DiCaprio: My father doesn't want me to be him.
So if you wanted to write a text that would implant the suggestion that Jesus was homosexual in your readers, how might you go about it?
First, you won't directly tell your reader that Jesus was homosexual, just as John Le Carre did not tell his readers that Haydon and Prideaux had had a homosexual relationship and DiCaprio's team does not try to implant the suggestion “I will break up my father's empire.” They implant other suggestions which will lead the subject to reach that conclusion.

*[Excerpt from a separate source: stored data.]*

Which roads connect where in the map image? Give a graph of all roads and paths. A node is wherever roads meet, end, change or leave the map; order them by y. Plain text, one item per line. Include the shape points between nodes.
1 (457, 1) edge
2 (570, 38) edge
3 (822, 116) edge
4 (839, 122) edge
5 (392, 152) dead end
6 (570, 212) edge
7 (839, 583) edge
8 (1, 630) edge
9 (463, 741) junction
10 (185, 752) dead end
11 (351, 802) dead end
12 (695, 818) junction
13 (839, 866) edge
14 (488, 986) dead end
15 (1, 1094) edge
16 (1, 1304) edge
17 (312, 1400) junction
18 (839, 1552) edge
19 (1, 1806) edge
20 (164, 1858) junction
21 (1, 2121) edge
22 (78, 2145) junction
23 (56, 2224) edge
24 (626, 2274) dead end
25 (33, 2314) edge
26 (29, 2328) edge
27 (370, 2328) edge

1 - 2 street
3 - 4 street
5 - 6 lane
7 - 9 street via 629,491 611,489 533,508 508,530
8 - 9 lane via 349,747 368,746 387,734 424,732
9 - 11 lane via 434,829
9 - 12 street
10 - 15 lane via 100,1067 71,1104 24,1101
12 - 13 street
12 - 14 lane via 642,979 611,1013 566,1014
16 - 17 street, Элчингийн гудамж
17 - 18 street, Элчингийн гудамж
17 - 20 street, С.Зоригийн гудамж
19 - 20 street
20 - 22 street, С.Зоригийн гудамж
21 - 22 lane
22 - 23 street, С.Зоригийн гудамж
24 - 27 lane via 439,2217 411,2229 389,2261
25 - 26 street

Second, you provide an ambiguous text, like Haydon's letter to Fanshawe in Tinker Tailor that, by itself, would not necessarily imply homosexuality, thought it may seem to suggest it. One way to do this is to provide them a story based on one familiar to them. The story of Lazarus from John's gospel will do, and may have suggested itself because we are told twice that Jesus loved Lazarus (John 11.3, 36). You can't say anything explicitly homosexual, but you can borrow phrases and clauses from Mark that do not have a sexual connotation in their original context, but might take on such a connotation when placed together in a new context, such as Mark 5.18 (“begged him that he might be with him”); 10.21 (“looking upon him loved him”); 14.51-52 (“a young man ... wearing nothing but a linen cloth,” though, perhaps, more literally “a youth … with a linen cloth thrown around his naked body”).

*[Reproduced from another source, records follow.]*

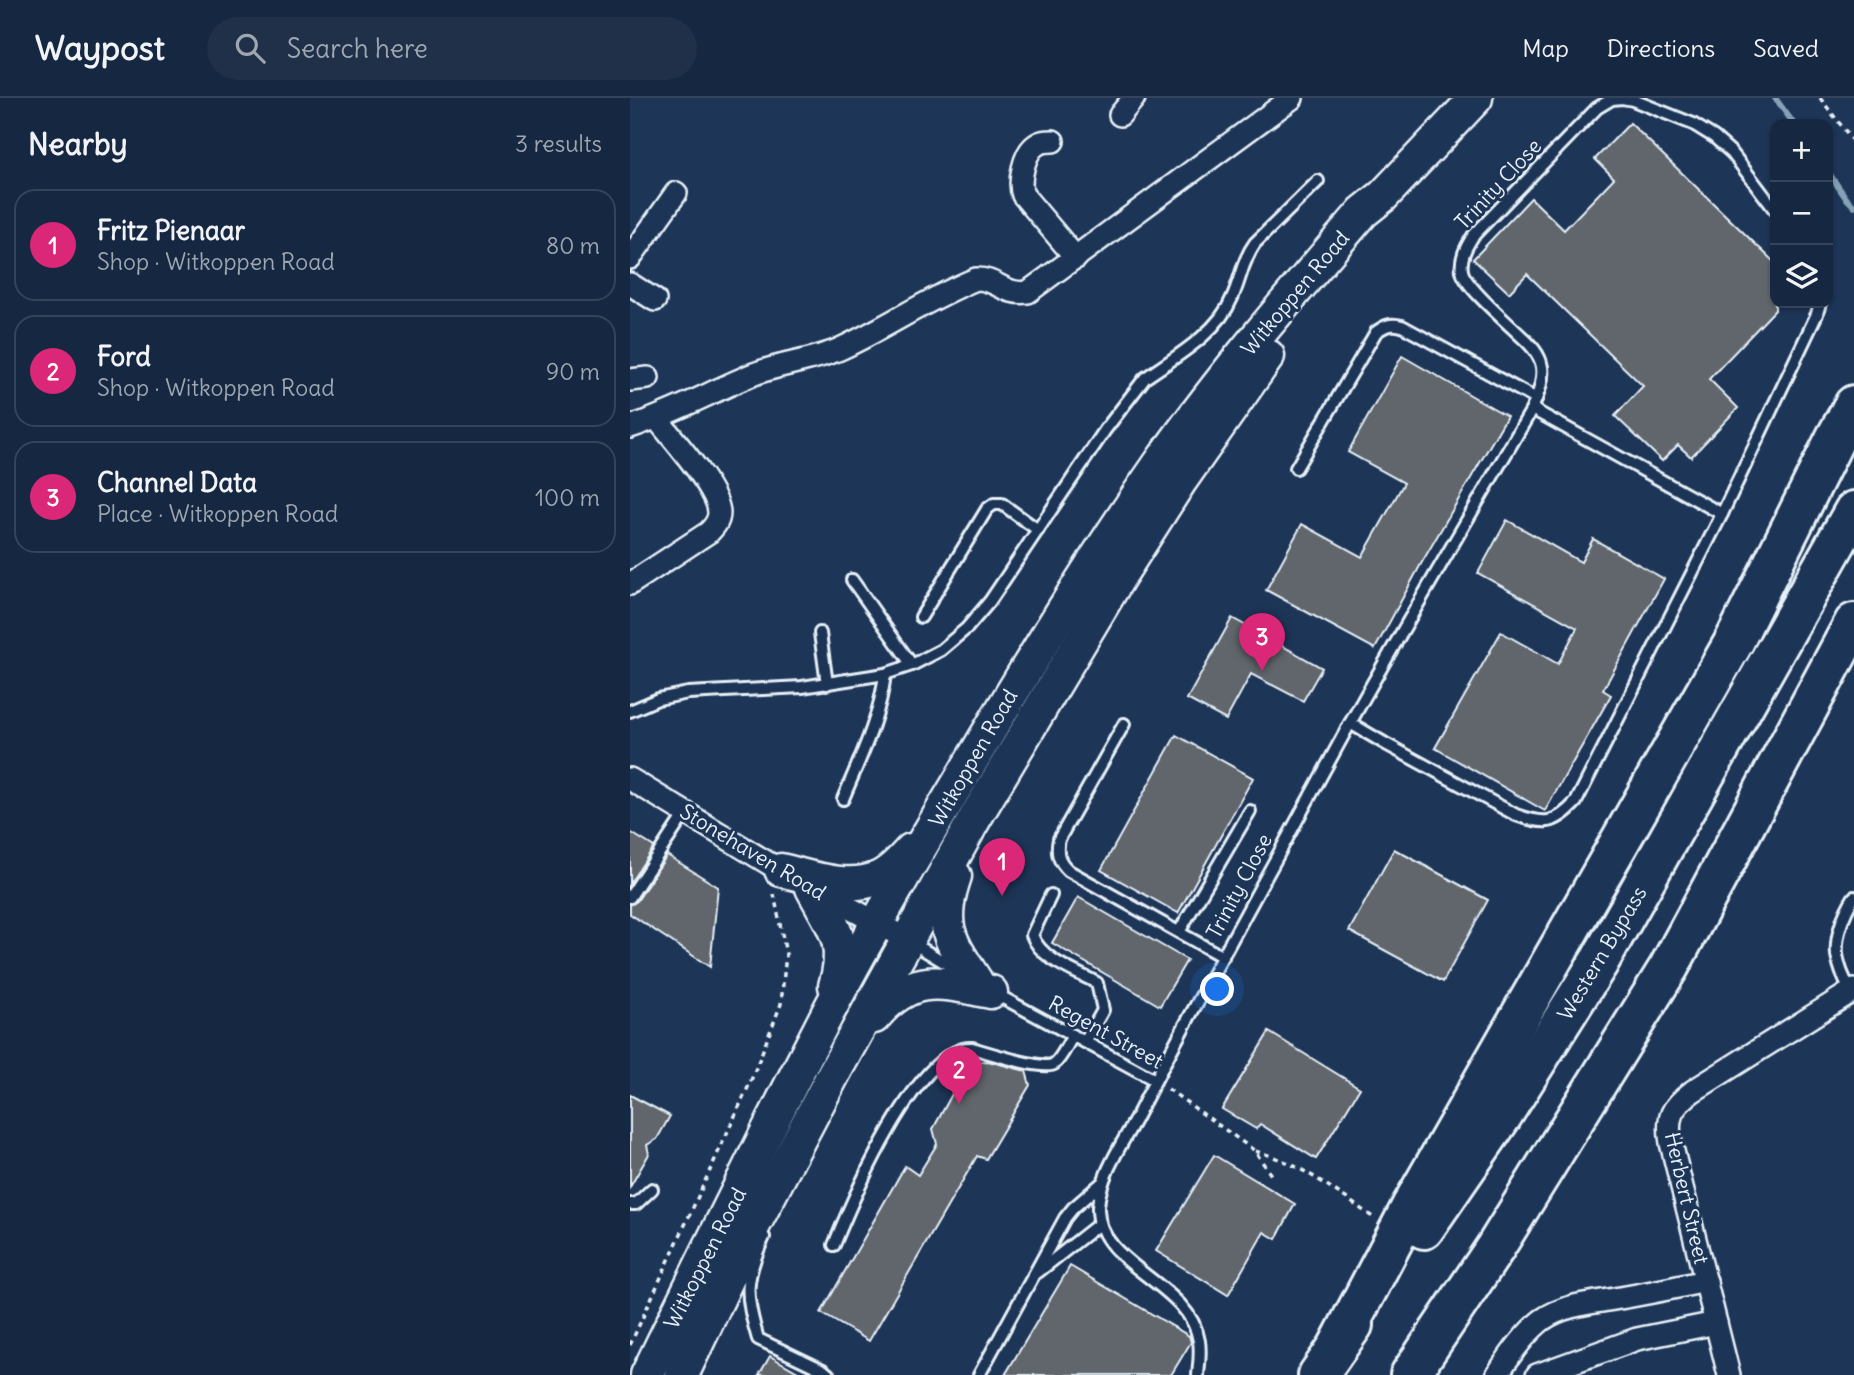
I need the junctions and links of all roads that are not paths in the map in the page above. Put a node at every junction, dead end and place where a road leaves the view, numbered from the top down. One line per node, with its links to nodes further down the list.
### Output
1 (1134, 98): 4 (street)
2 (1292, 98): 11 (street)
3 (1476, 98): 8 (main road, Witkoppen Road)
4 (1120, 115)
5 (1053, 141): 11 (street)
6 (1318, 181): 22 (lane)
7 (676, 193): 10 (street)
8 (1383, 197): 38 (main road, Witkoppen Road); 39 (main road, Witkoppen Road)
9 (1770, 203): 15 (lane, Trinity Close)
10 (630, 258)
11 (1076, 258): 17 (street)
12 (630, 285): 13 (street)
13 (655, 300)
14 (1819, 308): 21 (lane)
15 (1534, 404): 19 (lane); 21 (lane); 32 (lane, Trinity Close)
16 (1854, 405): 67 (highway)
17 (657, 419): 18 (street); 24 (street)
18 (630, 427)
19 (1296, 468)
20 (1854, 511): 67 (highway, Western Bypass)
21 (1722, 513): 32 (lane)
22 (1038, 530): 25 (lane); 28 (lane)
23 (852, 580): 28 (lane)
24 (630, 584)
25 (921, 617)
26 (1854, 623): 74 (highway)
27 (820, 633): 30 (lane)
28 (912, 665): 29 (lane)
29 (885, 674): 30 (lane); 35 (lane)
30 (827, 684): 31 (lane)
31 (630, 711)
32 (1350, 723): 48 (lane, Trinity Close)
33 (1124, 724): 46 (lane)
34 (630, 779): 37 (street, Stonehaven Road)
35 (843, 799)
36 (1250, 811): 46 (lane)
37 (686, 812): 40 (street, Stonehaven Road); 43 (lane)
38 (938, 816): 40 (main road); 45 (main road, Witkoppen Road)
39 (975, 818): 47 (main road, Witkoppen Road); 49 (main road)
40 (774, 867): 41 (street, Stonehaven Road)
41 (812, 888): 45 (street, Stonehaven Road); 51 (main road)
42 (1051, 895): 53 (lane)
43 (630, 897)
44 (1854, 897): 50 (lane)
45 (878, 923): 47 (street, Stonehaven Road); 51 (main road, Witkoppen Road)
46 (1179, 932): 48 (lane)
47 (908, 940): 49 (lane, Regent Street); 54 (main road, Witkoppen Road)
48 (1223, 957): 55 (lane, Trinity Close)
49 (984, 986): 52 (lane, Regent Street); 54 (main road)
50 (1852, 991): 65 (street, Herbert Street)
51 (820, 1027): 69 (main road, Witkoppen Road)
52 (1073, 1036): 53 (lane, Regent Street); 63 (lane)
53 (1085, 1042): 55 (lane, Regent Street)
54 (835, 1073): 56 (main road, Witkoppen Road)
55 (1155, 1080): 58 (lane, Trinity Close)
56 (801, 1138): 57 (lane); 70 (main road, Witkoppen Road)
57 (790, 1179)
58 (1103, 1182): 61 (lane, Trinity Close); 64 (lane)
59 (652, 1189): 60 (lane)
60 (630, 1204)
61 (1099, 1224): 64 (lane); 73 (lane)
62 (768, 1229): 71 (lane)
63 (834, 1245)
64 (1034, 1275): 72 (lane)
65 (1706, 1281): 66 (street, Herbert Street); 75 (street)
66 (1716, 1324): 68 (street); 77 (street, Herbert Street)
67 (1328, 1361)
68 (1573, 1369): 76 (street)
69 (647, 1375)
70 (682, 1375)
71 (829, 1375)
72 (979, 1375)
73 (1198, 1375)
74 (1410, 1375)
75 (1497, 1375)
76 (1537, 1375)
77 (1729, 1375)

Third, you plant negative suggestions in another voice that will tell the reader how to read the ambiguous text, or rather, how not to read it. This is what Le Carre did with the note from Haydon and Prideaux's tutor that it was *inconceivable* that their relationship was more than purely friendly. He provided a context in which Haydon's letter could be understood. So you can place an extended injunction on how you should definitely not to read the ambiguous text (not in a carnal and sinful way) before presenting the text itself and then following it with an emphatic but graphic negative suggestion, such as “'naked man with naked man' is not found,” which will inevitably bring the image of naked men with naked men into their minds in the same way that the command not to think of elephants will make them think of elephants.

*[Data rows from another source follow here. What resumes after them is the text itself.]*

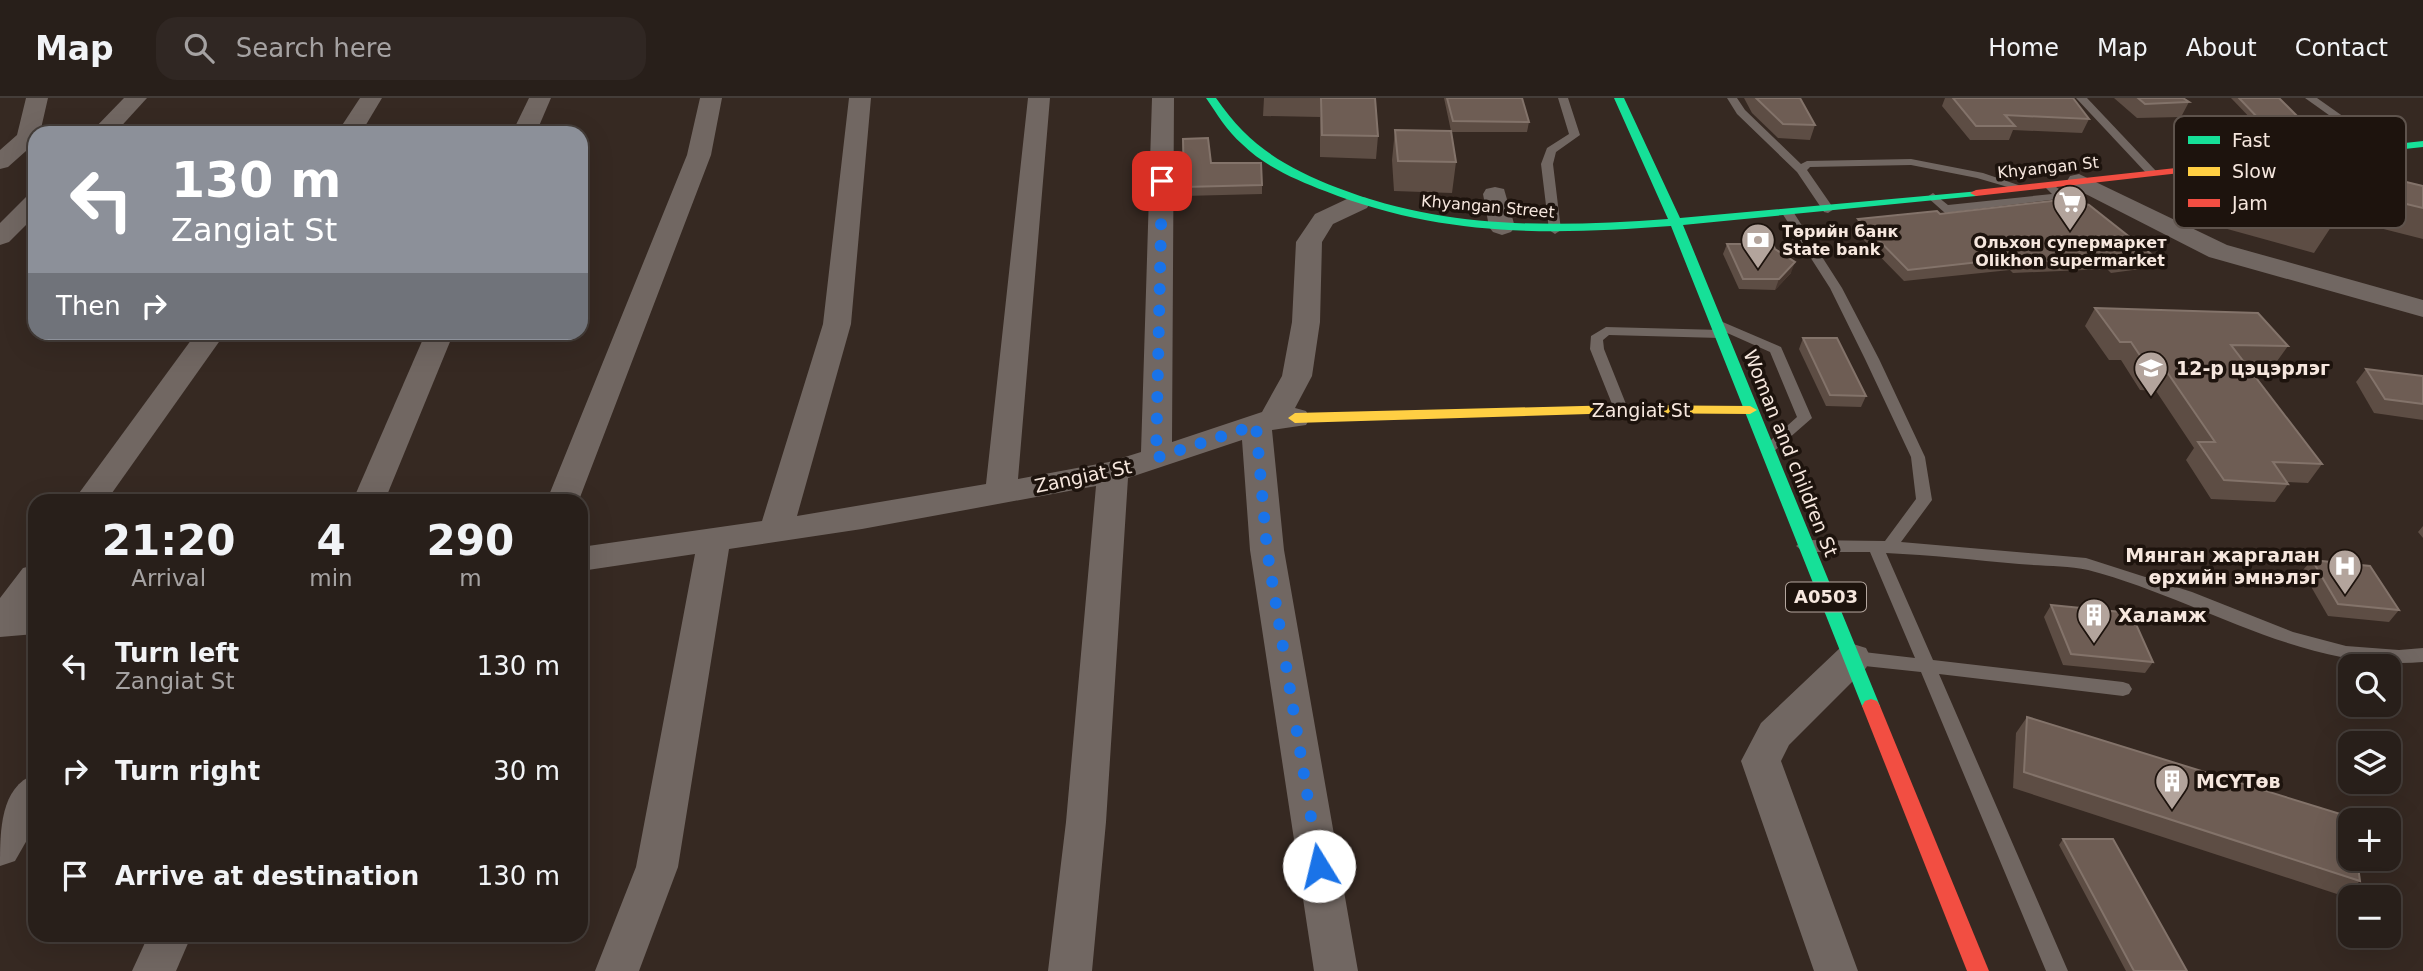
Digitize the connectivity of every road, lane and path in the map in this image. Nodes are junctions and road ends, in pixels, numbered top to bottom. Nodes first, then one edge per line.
1 (37, 98) edge
2 (136, 98) edge
3 (371, 98) edge
4 (540, 98) edge
5 (712, 98) edge
6 (860, 98) edge
7 (1039, 98) edge
8 (1163, 98) edge
9 (1212, 98) edge
10 (1563, 98) edge
11 (1619, 98) edge
12 (1732, 98) edge
13 (2081, 98) edge
14 (2310, 98) edge
15 (2336, 116) edge
16 (31, 126) edge
17 (109, 126) edge
18 (353, 126) edge
19 (527, 126) edge
20 (28, 137) edge
21 (0, 162) edge
22 (1801, 170) junction
23 (2174, 171) edge
24 (2152, 173) junction
25 (2079, 181) junction
26 (2049, 185) junction
27 (2020, 188) junction
28 (1495, 194) dead end
29 (1933, 197) junction
30 (1367, 199) junction
31 (28, 209) edge
32 (1828, 209) junction
33 (1788, 213) junction
34 (1676, 223) junction
35 (1502, 227) junction
36 (1555, 230) junction
37 (0, 237) edge
38 (2233, 248) dead end
39 (2280, 265) junction
40 (2423, 300) edge
41 (2423, 309) edge
42 (1718, 328) junction
43 (206, 340) edge
44 (437, 340) edge
45 (1621, 409) junction
46 (1751, 410) junction
47 (1275, 421) junction
48 (1768, 449) junction
49 (1156, 458) junction
50 (1114, 472) junction
51 (1001, 493) junction
52 (94, 494) edge
53 (372, 494) edge
54 (565, 494) edge
55 (776, 531) junction
56 (714, 541) junction
57 (1804, 546) junction
58 (1882, 547) junction
59 (588, 558) edge
60 (28, 586) edge
61 (28, 622) edge
62 (0, 624) edge
63 (2423, 655) edge
64 (1853, 658) junction
65 (1925, 666) junction
66 (2123, 689) dead end
67 (28, 802) edge
68 (0, 848) edge
69 (167, 942) edge
70 (154, 971) edge
71 (617, 971) edge
72 (1070, 971) edge
73 (1336, 971) edge
74 (1836, 971) edge
75 (1978, 971) edge
76 (2057, 971) edge

1 - 16 street
2 - 17 street
3 - 18 street
4 - 19 street
5 - 54 street
6 - 55 street
7 - 51 street
8 - 49 street
9 - 30 main road, Khyangan Street
10 - 36 lane
11 - 34 main road, A0503
12 - 22 lane
13 - 24 lane
14 - 15 lane
20 - 21 street
22 - 27 lane
22 - 32 lane
23 - 24 main road, Khyangan St
24 - 25 main road, Khyangan St
25 - 26 main road, Khyangan St
25 - 39 street
26 - 27 main road, Khyangan St
26 - 29 lane
27 - 29 main road, Khyangan St
28 - 35 street
29 - 32 main road, Khyangan St
30 - 35 main road, Khyangan Street
30 - 47 street
31 - 37 street
32 - 33 main road, Khyangan St
33 - 34 main road, Khyangan St
33 - 58 lane
34 - 36 main road, Khyangan Street
34 - 42 main road, Woman and children St / A0503
35 - 36 main road, Khyangan Street
38 - 39 lane
39 - 40 lane
39 - 41 street
42 - 45 lane
42 - 46 main road, Woman and children St / A0503
42 - 48 lane
43 - 52 street
44 - 53 street
45 - 46 main road, Zangiat St
45 - 47 main road, Zangiat St
46 - 48 main road, Woman and children St / A0503
47 - 49 street, Zangiat St
47 - 73 street
48 - 57 main road, Woman and children St / A0503
49 - 50 street, Zangiat St
50 - 51 street, Zangiat St
50 - 72 street
51 - 55 street, Zangiat St
55 - 56 street, Zangiat St
56 - 59 street, Zangiat St
56 - 71 street
57 - 58 lane
57 - 64 main road, Woman and children St / A0503
58 - 63 lane
58 - 65 lane
60 - 62 street
61 - 62 street
64 - 65 lane
64 - 74 street
64 - 75 main road, Woman and children St / A0503
65 - 66 lane
65 - 76 lane
67 - 68 street
69 - 70 street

Fourth, you need a legend (a Le Carre term, basically a cover identity or cover story), to explain to the reader where this new story is coming from, why they haven't heard it before, and why on earth they ought to believe it. This is relatively straightforward (e.g., a secret gospel not intended for the public, but with the authority of a canonical evangelist behind it).
Fifth, you need to suggest a possible alternative interpretation as a diversion from the conclusion you actually wish to implant, because if your conclusion is the only possible conclusion, it is once again too obvious and will raise the readers defenses. The alternative suggestion has to appear plausible, but it can't be so strong as to completely overpower the conclusion you desire the readers to reach. Having a final line that promises to give the true interpretation of the text, but then breaks off as though the text was damaged at precisely the point where the other possible interpretation was about to be given may be a bit clumsy, but it might serve.
This won't work the same on on everyone. Some might be so hostile to the suggestion that Jesus was homosexual that they will reject it even though they accept the ambiguous text and see the suggestion. Others will speculate on what the other interpretation is and adopt it as the correct reading. Some might suspect that this was all an effort to plant some such suggestion in their heads. But some will adopt it wholeheartedly.